Economic & institutional effectiveness
The economic sustainability of infrastructure is based on one key word: transparency. A new project has to be able to sustain itself within the economic context in which it is created. Whether this involves loans, investments, donations or subsidies from within or outside the market economy, an infrastructure has to have the legs to be completed and it needs to be able to stand on its own two feet in the future, otherwise it becomes a debt that is passed down to future generations. According to the WEF, the key to planning in an economically sustainable way is the transparency of the economic evaluations; the decisions on the relationships between the costs and benefits, and compliance with regulations and policies. Placing the parties involved in a condition to evaluate the costs of a project in a clear and transparent manner helps guarantee clean and sustainable accounts.
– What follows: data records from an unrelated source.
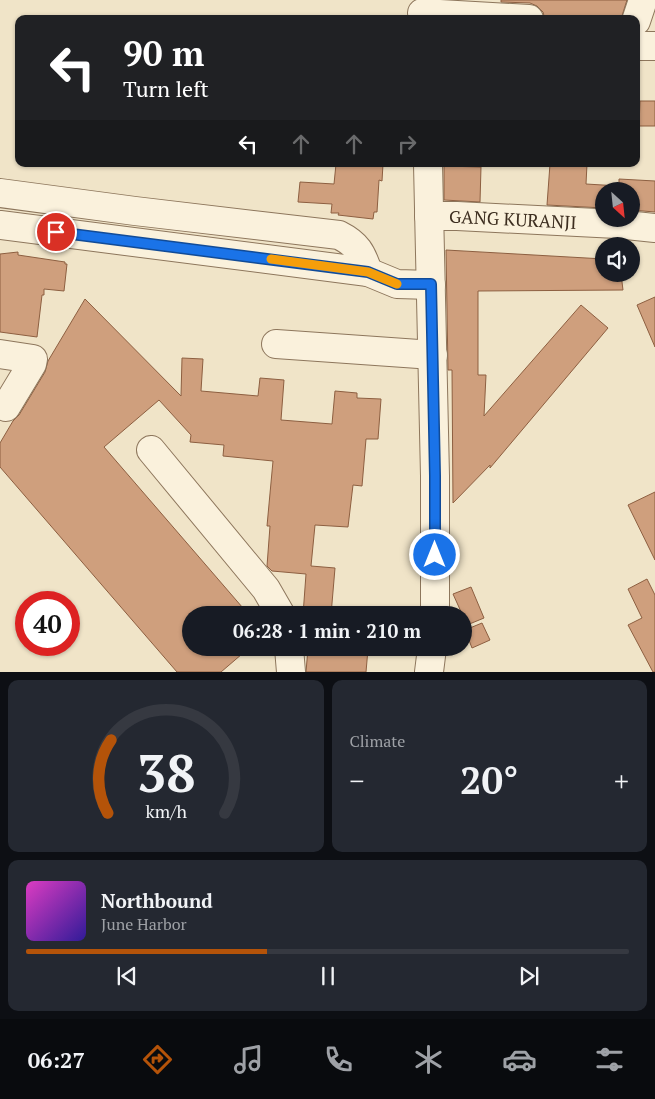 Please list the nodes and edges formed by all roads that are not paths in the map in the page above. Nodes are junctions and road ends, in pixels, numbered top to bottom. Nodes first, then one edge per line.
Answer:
1 (643, 0) edge
2 (422, 11) edge
3 (476, 15) edge
4 (638, 15) edge
5 (640, 46) edge
6 (655, 46) edge
7 (428, 167) edge
8 (0, 193) edge
9 (134, 211) junction
10 (429, 216) junction
11 (0, 225) edge
12 (655, 228) edge
13 (130, 241) junction
14 (368, 272) junction
15 (418, 285) junction
16 (276, 344) dead end
17 (0, 354) edge
18 (432, 355) junction
19 (2, 408) edge
20 (152, 450) dead end
21 (276, 606) edge
22 (435, 606) edge
23 (289, 656) edge
24 (431, 656) edge
25 (290, 672) edge
26 (429, 672) edge

1 - 4 street
2 - 3 street
5 - 6 street
7 - 10 street
8 - 9 street
9 - 13 street
9 - 14 street
10 - 12 street, GANG KURANJI
10 - 15 street
11 - 13 street
13 - 14 street
14 - 15 street
15 - 18 street
16 - 18 street
17 - 19 street
18 - 22 street
20 - 21 street
23 - 25 street
24 - 26 street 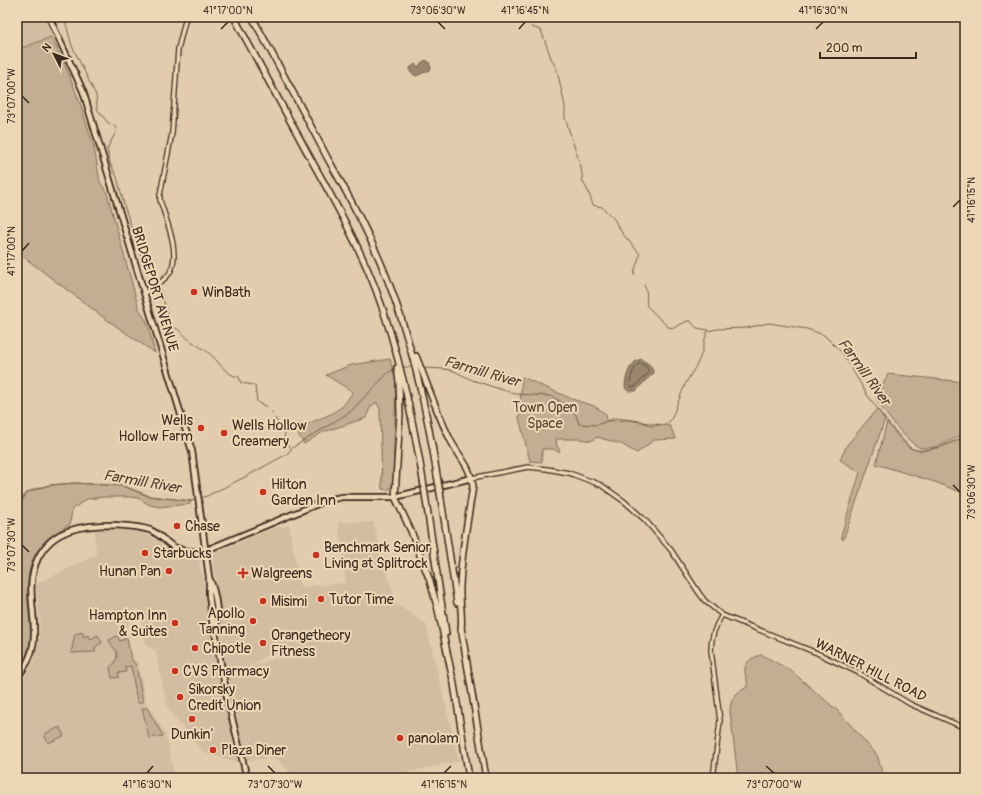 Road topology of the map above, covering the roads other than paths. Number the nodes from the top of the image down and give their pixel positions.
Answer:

Every infrastructure has a life-cycle that not only involves planning, construction and usage, but also maintenance and discontinuation. Building in a sustainable manner means accepting responsibility for every phase of this cycle, even those in the long-term. In short, to use the World Economic Forum’s own language, an infrastructure is only sustainable when it is also future-proof. This can be achieved by guaranteeing an enduring maintenance of the project, while generating the least waste possible; factoring in aging by envisaging how the project can eventually be disposed of and replaced; evaluating both the technological possibilities and potential upheavals and anticipating future innovations of the business model.
Critical mass potential
This final consideration can be summarised in the concept of strategic planning. It is the path for reaching the real objectives of an infrastructure: its transformational ability. A railway line, a viaduct, a broadband connection or a wind farm, are not only valuable for what they enable us to do or the energy they produce, but also for the type of society and future they allow us to create. Infrastructure should bever be conceived in isolation or separately from the more general context: they need to be financially scaleable and technologically replicable, and they need to enter into dialogue with the constantly evolving needs of the community and country as a whole. Essentially, they must be part of a bigger plan, the piece of a map that points the way not only to the future we desire for ourselves but also the generations to come.